Deductibles and Difficult Choices
Affordable Care Act subsidies help lower-middle-income people pay for private insurance plans on their state’s exchange. People are supposed to “choose” plans “right for you.” But even with subsidies, many can only afford “bronze” plans with low monthly premiums but large deductibles and co-payments to be paid for each visit to the doctor. Such plans often end up costing more than higher premium “silver” or “gold” plans. In Texas and Idaho in particular I heard a great deal of dissatisfaction with plans that make the insurance unusable or lead to substantial medical debt.
Furthermore, even highly educated people whom I interviewed were confused by the intricacies of choosing plans. Hal, for instance, is an Illinois man who had received insurance through his employer for nearly all of his adult life. But right about when I first met him in 2003 he was laid off and then rehired by the same company, this time as an “independent contractor” without benefits. His wife Jill is also employed as an independent contractor through a staffing agency. That agency offers insurance, but it is far too expensive for Hal and Jill. By now, Hal is old enough to get Medicare, but Jill is still too young. Stretching their budget, they signed up on their state exchange for a plan to cover Jill and their two young adult children. They pay $500 per month, but face a $6000 deductible per person. Just before our re-interview in 2015, Jill had been in the hospital for a week, leaving them with a bill they cannot possibly pay.
Some Happy Endings
In 2006 Massachusetts passed a health care reform bill that later served as a model for the national Affordable Care Act – and became literally a life-saver for Jodi, an educated woman in her mid-forties. Shortly after our initial interview in 2003, she and her husband split up. He initially kept the kids on his employer plan, but she was dumped from his insurance and the children later lost coverage when he passed away. Jodi then found a job that provided some coverage, but then the company “downsized” and she was laid off. Finally, in 2006, Jodi and her children were able to enroll in the new expanded Massachusetts Medicaid program. Although not perfect (leaving her to pay for an out-of-state emergency room visit when one of the kids sprained an ankle while visiting his grandparents), the new state coverage allowed Jodi to finish college while working part-time, and then land a professional job with good family coverage.

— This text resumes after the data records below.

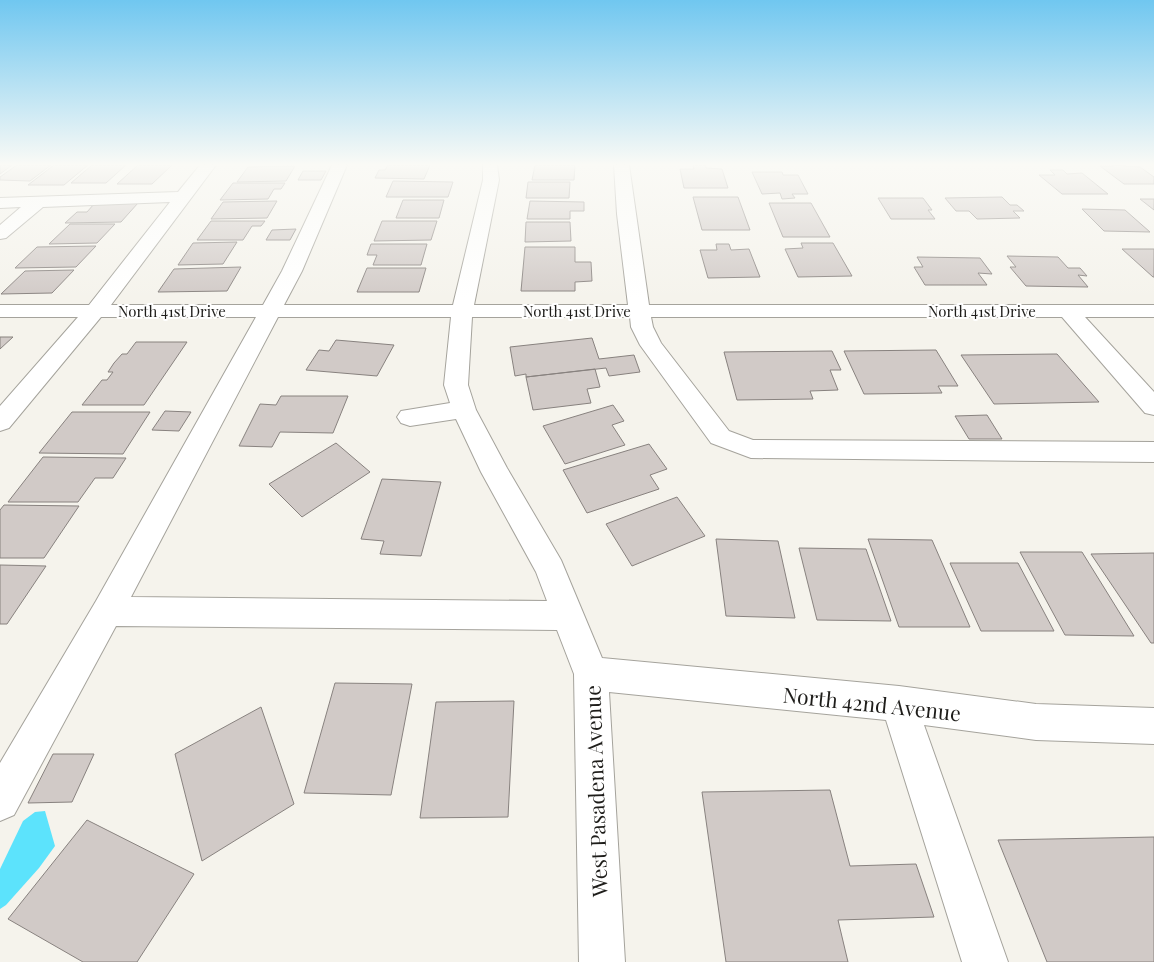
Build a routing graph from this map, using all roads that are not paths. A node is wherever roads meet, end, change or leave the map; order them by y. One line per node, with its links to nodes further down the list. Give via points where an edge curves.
1 (29, 210): 6 (street)
2 (172, 210): 8 (street)
3 (319, 210): 9 (street)
4 (484, 210): 10 (street, West Pasadena Avenue)
5 (626, 210): 11 (street)
6 (0, 234)
7 (0, 311): 8 (street, North 41st Drive)
8 (96, 311): 9 (street, North 41st Drive); 17 (street)
9 (270, 311): 10 (street, North 41st Drive); 19 (street)
10 (462, 311): 11 (street, North 41st Drive); 15 (street, West Pasadena Avenue, via 456,385)
11 (638, 311): 12 (street, North 41st Drive); 18 (street, via 651,345 720,437 751,449)
12 (1068, 311): 13 (street, North 41st Drive); 14 (street)
13 (1154, 311)
14 (1154, 407)
15 (464, 410): 16 (street); 20 (street, West Pasadena Avenue, via 550,569)
16 (410, 417)
17 (0, 422)
18 (1154, 452)
19 (107, 611): 20 (street); 24 (street)
20 (568, 616): 21 (street, West Pasadena Avenue)
21 (591, 674): 22 (street, North 42nd Avenue); 25 (street, West Pasadena Avenue)
22 (900, 704): 23 (street, North 42nd Avenue, via 1036,722); 26 (street)
23 (1154, 726)
24 (0, 801)
25 (602, 962)
26 (985, 962)

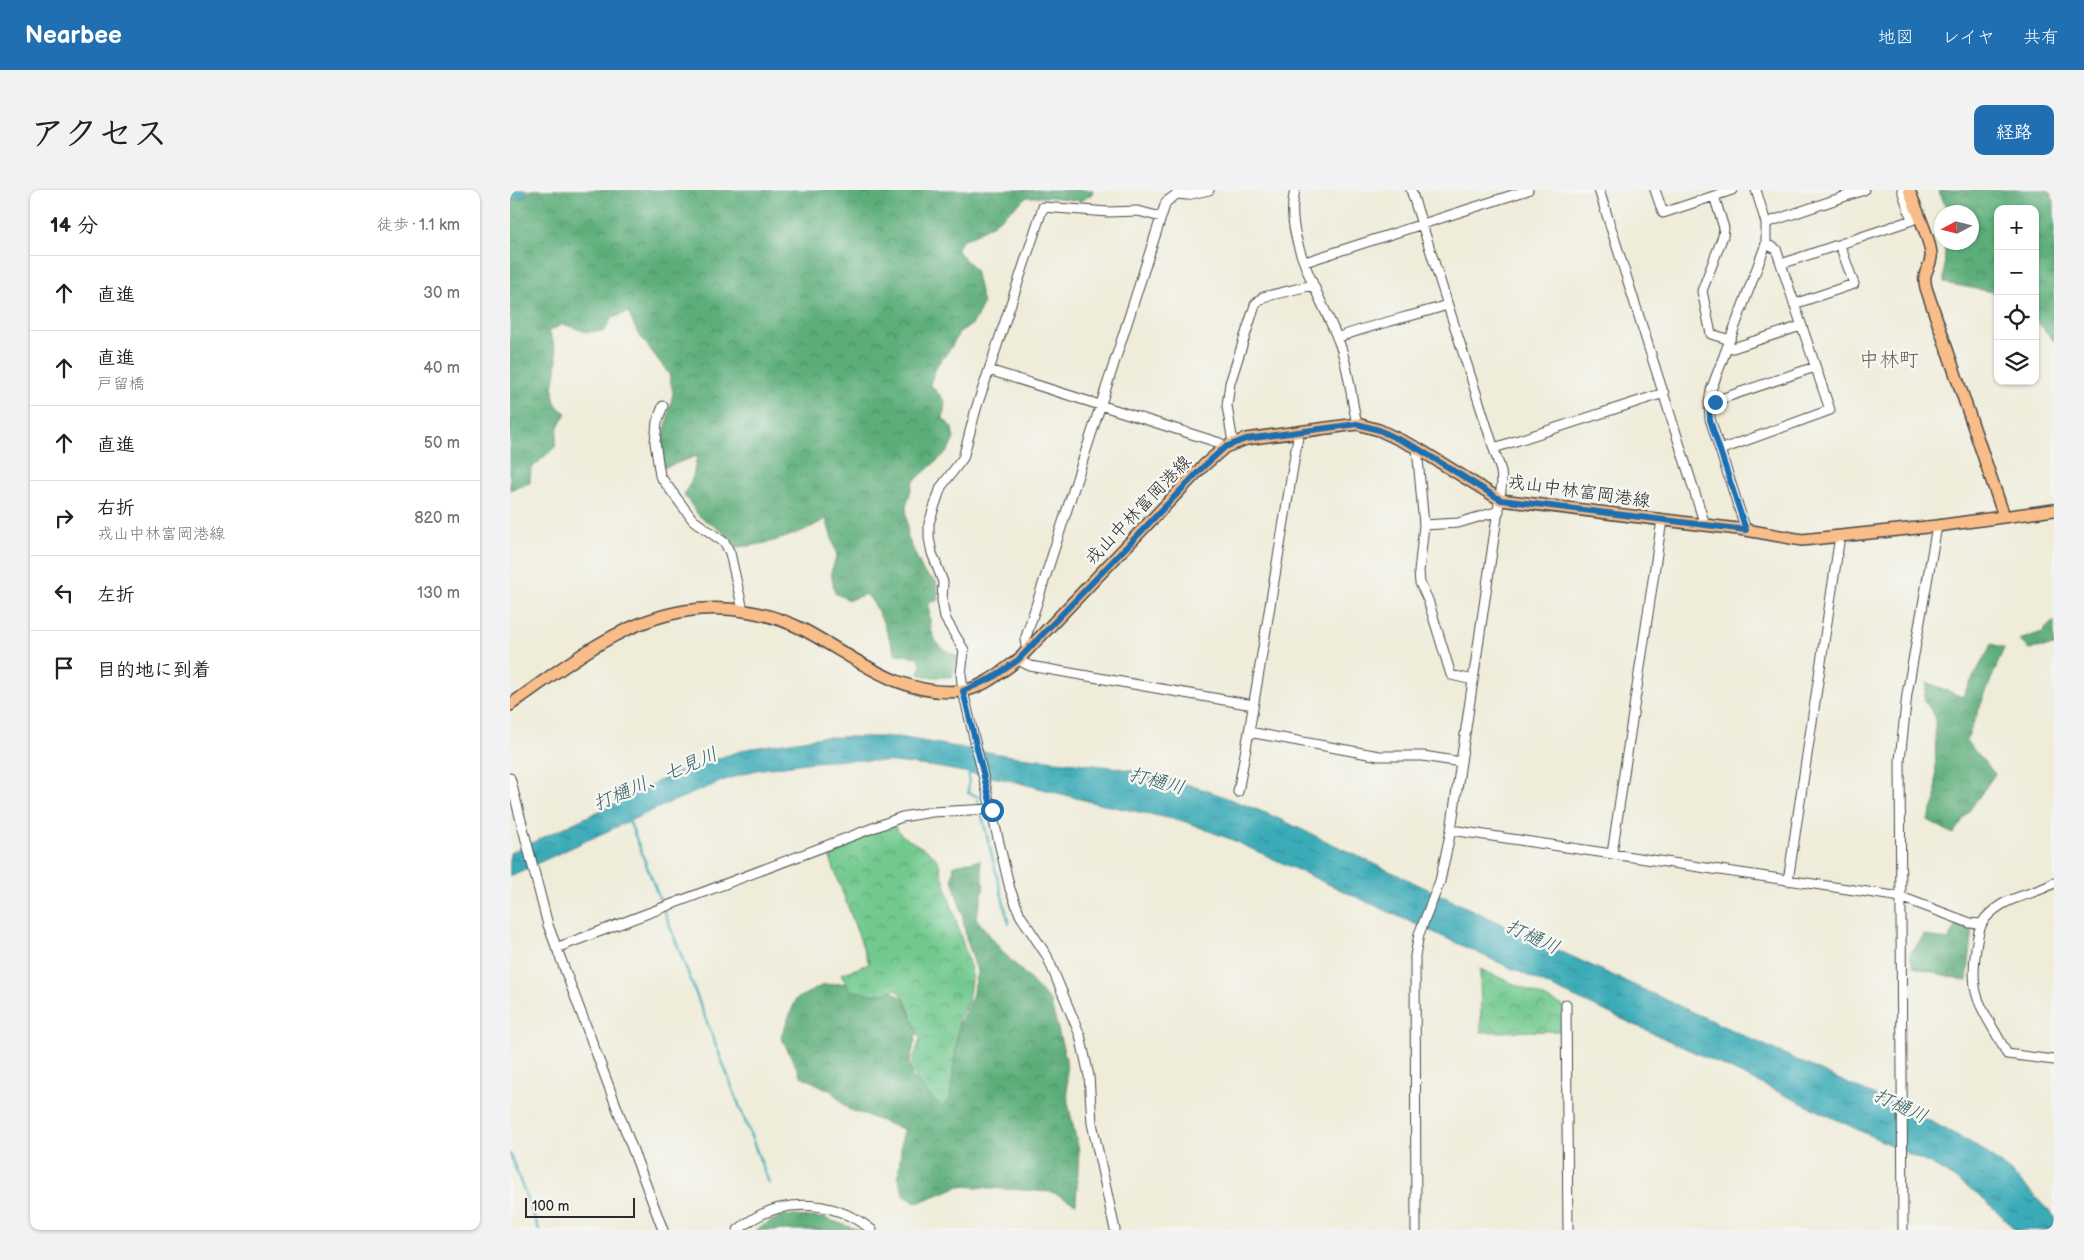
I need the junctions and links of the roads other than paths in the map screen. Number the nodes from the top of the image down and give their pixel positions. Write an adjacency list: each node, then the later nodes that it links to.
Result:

Jodi praises the Massachusetts and federal reforms that make her happy ending possible.
The Next Improvements
My further research makes it clear that all states must expand Medicaid to close gaps that plague millions of people working for low wages. For others who use the exchanges, calculation tools should be pre-programmed with the actual costs people are likely to face from deductibles and co-pays and for their specific medications. Easy-to-use tools of that sort would allow individuals and families to make educated guesses about which private plans would be most economical given their own family’s typical patterns of health care usage. Fewer people would be confused or tricked by low-premium plans that actually lead to higher, unaffordable costs down the line.